Thursday, July 7, 2016

Eudaimonia and Well-Being | How to Live a Good Life and Stay Motivated |

The set of your eyes upon the world, the perception you have, is something that cannot be reproduced. It is worth following Aristotle's lead and examining the lives we have lived and been given. It is often upon logical examination that we will come to a conclusion that will hand us the rope to lead us the way out of the labyrinth of tangled emotional living can whirl us through, often without our true consent and at an insult to our perception of 'free will'.

There is a concept in Ancient Greek philosophy that can help with this logical analysis of our lives. It is 'Eudaimonia'. This translates to 'the good demon' and I've often described it as a benevolent sense of knowing 1) who you want to be, and 2) an executive brain.

The idea of Eudaimonia is a positive state akin to either being like a benevolent deity, or being looked after by a benevolent deity. It also implies virtuosity, striving, happiness and above all: Using the gift of life you have been granted.
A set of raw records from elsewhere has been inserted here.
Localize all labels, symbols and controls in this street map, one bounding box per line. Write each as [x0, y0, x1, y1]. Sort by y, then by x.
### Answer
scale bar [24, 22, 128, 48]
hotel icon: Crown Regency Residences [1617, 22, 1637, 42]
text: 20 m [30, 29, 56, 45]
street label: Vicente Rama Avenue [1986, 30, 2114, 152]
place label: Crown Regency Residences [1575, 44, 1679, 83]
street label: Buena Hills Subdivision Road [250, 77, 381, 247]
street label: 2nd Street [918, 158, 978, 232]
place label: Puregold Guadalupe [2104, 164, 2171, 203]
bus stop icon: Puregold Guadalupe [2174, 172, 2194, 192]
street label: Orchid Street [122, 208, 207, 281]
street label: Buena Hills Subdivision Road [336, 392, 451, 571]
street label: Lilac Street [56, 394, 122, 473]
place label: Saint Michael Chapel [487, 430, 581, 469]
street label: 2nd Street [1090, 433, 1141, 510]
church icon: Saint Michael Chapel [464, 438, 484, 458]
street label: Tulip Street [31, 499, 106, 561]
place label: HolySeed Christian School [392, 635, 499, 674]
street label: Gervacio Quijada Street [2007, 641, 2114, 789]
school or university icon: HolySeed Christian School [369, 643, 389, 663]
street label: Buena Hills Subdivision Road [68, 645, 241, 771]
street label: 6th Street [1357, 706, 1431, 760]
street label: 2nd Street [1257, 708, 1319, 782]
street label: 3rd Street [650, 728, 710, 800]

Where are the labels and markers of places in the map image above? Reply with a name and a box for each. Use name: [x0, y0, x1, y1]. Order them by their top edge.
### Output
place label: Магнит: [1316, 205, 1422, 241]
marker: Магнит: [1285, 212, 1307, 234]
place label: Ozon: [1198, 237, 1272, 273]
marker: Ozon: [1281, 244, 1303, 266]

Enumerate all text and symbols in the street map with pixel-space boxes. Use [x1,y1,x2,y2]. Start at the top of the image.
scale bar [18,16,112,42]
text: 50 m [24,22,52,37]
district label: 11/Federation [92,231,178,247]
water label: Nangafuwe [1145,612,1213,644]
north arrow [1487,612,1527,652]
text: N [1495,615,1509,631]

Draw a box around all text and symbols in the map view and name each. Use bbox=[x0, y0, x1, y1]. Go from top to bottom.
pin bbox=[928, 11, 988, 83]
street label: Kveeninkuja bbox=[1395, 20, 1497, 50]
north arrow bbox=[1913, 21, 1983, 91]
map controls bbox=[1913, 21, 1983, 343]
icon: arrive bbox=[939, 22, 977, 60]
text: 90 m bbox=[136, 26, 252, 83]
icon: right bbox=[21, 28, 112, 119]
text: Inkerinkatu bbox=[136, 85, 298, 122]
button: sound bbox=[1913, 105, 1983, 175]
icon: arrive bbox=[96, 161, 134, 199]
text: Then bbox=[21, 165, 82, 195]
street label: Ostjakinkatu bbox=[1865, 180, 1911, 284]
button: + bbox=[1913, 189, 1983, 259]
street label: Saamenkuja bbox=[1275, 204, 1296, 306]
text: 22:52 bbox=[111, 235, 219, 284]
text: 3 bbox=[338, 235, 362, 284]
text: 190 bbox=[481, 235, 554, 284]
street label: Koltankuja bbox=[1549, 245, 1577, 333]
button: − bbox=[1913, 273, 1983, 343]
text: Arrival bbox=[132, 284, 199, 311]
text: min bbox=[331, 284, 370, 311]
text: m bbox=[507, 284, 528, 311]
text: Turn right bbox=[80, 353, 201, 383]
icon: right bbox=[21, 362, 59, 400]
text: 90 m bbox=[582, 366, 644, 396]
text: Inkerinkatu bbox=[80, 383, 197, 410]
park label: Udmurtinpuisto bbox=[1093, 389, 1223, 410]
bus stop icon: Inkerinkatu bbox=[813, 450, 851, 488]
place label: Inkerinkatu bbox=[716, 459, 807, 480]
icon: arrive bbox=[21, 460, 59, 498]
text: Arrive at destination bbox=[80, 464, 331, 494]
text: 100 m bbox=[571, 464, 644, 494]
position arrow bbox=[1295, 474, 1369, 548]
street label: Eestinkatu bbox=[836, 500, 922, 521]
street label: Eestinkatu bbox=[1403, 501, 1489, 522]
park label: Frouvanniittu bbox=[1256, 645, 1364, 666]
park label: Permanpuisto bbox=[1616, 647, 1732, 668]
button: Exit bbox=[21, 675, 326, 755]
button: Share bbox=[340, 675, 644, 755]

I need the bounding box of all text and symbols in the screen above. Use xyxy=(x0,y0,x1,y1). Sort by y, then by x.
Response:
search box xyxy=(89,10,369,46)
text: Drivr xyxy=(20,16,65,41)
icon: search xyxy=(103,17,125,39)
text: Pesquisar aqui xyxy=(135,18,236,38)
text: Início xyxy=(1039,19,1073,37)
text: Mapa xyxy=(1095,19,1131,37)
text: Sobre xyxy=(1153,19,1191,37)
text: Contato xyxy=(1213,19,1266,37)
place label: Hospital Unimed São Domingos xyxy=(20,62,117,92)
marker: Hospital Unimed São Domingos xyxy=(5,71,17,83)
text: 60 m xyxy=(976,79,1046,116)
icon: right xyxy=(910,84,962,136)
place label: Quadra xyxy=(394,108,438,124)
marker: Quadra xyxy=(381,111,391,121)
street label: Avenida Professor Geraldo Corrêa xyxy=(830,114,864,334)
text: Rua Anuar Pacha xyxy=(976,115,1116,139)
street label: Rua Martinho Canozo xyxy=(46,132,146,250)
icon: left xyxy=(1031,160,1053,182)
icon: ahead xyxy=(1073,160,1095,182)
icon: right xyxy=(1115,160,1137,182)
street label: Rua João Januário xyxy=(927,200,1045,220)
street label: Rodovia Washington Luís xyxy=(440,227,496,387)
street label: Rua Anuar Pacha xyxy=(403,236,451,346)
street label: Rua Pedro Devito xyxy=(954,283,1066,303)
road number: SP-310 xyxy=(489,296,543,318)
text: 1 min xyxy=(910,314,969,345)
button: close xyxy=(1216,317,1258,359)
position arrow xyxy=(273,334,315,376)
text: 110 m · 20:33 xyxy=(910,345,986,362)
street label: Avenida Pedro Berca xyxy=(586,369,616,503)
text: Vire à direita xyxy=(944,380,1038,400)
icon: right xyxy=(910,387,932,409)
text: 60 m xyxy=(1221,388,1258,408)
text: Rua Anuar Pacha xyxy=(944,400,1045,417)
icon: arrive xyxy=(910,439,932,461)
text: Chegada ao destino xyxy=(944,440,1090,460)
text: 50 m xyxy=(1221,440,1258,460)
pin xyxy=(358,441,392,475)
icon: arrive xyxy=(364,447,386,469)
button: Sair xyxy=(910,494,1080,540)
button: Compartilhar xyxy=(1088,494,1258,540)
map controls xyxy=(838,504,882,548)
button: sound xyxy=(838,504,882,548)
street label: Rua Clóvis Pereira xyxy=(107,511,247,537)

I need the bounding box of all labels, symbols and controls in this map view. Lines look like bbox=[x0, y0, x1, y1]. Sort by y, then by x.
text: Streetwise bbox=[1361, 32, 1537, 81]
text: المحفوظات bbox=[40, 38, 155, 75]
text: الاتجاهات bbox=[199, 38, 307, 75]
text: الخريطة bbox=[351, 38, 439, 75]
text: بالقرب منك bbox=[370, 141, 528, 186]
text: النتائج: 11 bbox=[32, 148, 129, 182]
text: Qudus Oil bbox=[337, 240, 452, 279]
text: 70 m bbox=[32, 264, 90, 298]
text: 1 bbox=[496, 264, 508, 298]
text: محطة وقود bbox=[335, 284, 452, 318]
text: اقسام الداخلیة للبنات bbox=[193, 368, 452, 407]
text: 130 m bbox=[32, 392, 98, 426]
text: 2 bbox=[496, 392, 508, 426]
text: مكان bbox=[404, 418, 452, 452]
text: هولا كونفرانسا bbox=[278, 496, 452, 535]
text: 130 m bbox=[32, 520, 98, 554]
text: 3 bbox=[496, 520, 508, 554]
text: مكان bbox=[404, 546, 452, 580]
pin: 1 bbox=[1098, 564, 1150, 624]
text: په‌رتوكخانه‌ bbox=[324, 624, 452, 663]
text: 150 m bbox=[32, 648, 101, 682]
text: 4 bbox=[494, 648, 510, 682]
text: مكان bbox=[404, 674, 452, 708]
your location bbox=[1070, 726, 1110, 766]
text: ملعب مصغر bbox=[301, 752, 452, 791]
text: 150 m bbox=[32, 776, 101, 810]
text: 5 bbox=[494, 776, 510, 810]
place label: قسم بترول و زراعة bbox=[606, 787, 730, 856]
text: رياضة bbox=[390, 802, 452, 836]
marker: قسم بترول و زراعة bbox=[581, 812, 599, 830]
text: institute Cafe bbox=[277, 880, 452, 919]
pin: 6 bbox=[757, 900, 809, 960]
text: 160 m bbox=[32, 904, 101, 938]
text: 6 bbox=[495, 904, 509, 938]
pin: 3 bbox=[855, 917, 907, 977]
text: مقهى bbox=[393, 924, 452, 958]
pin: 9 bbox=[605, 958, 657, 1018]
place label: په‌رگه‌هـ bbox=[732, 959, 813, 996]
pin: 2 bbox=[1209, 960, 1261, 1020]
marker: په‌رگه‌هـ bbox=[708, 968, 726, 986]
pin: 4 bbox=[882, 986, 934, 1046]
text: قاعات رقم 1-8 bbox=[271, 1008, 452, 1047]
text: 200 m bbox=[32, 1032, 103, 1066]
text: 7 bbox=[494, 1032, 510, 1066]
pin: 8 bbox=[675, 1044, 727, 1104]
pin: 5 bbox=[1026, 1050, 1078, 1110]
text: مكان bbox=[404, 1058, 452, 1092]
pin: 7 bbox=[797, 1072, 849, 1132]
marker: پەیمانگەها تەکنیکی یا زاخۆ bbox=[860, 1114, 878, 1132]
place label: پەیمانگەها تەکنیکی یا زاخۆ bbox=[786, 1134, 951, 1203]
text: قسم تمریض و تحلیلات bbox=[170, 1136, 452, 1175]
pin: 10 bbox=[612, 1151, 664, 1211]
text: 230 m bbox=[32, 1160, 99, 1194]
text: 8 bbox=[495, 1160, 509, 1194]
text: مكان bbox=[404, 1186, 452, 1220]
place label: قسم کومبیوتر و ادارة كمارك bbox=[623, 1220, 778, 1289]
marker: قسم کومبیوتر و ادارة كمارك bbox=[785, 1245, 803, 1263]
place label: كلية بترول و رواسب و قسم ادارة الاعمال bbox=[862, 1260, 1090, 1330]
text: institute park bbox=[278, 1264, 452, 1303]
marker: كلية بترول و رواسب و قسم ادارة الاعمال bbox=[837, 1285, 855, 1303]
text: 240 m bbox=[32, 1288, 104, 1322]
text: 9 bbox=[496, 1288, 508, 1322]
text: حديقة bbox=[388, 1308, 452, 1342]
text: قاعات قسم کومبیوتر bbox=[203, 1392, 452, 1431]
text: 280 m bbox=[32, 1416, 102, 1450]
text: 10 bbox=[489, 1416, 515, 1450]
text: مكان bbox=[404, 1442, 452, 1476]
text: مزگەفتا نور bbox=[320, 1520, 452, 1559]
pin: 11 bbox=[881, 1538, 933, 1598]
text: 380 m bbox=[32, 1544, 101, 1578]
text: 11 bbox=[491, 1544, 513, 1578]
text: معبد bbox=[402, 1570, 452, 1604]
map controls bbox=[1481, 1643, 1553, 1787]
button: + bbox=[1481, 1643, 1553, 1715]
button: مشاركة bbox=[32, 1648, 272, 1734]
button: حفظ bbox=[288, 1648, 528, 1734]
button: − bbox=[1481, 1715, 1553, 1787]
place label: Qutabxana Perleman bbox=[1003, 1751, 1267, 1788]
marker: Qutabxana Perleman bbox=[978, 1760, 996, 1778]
It never ceases to amaze me, even through my struggles with mental illness where the light at the end of the tunnel is often invisible for so long, how many people don't live because they struggle with being alive.

Eudaimonia is an examination of the self by the self. The executive brain looks at what we are doing, how we are spending our time and talent and self-worth (pining, over-thinking silly things, wasting our days due to being unmotivated, etc) and shows us that we can do better when we re-connect with the self and the power of our two minds - the one that makes excuses and looks to be instantly gratified, and the one that understands the small everyday steps we must take in order to gain purchase toward our larger goals. In short, Eudaimonia, and acting upon the knowledge of that executive brain, is the key to self-sustained happiness.
The Eudaimonic concept and it's psychological benefits regarding well-being and self-sustained happiness has been utilized in positive psychology since the 1990's. Psychologist C.D. Ryff used Aristotelian ideas to illustrate what Eudaimonia wellbeing is. Using Aristotle's writings on belonging, benefiting others, flourishing and thriving she created a six-key structure of self-actualization that could be utilized to achieve a Eudaimonic mindset:
  1. Autonomy
  2. Personal growth
  3. Self-acceptance
  4. Purpose in life
  5. Environmental mastery
  6. Positive relations with others.

Ryff's model also ties in with what was found when researchers implemented the Huta & Ryan Scale: Four Eudaimonic Measurement Questionaire. This questionnaire was designed to study the motivations individuals had behind proposed achievements.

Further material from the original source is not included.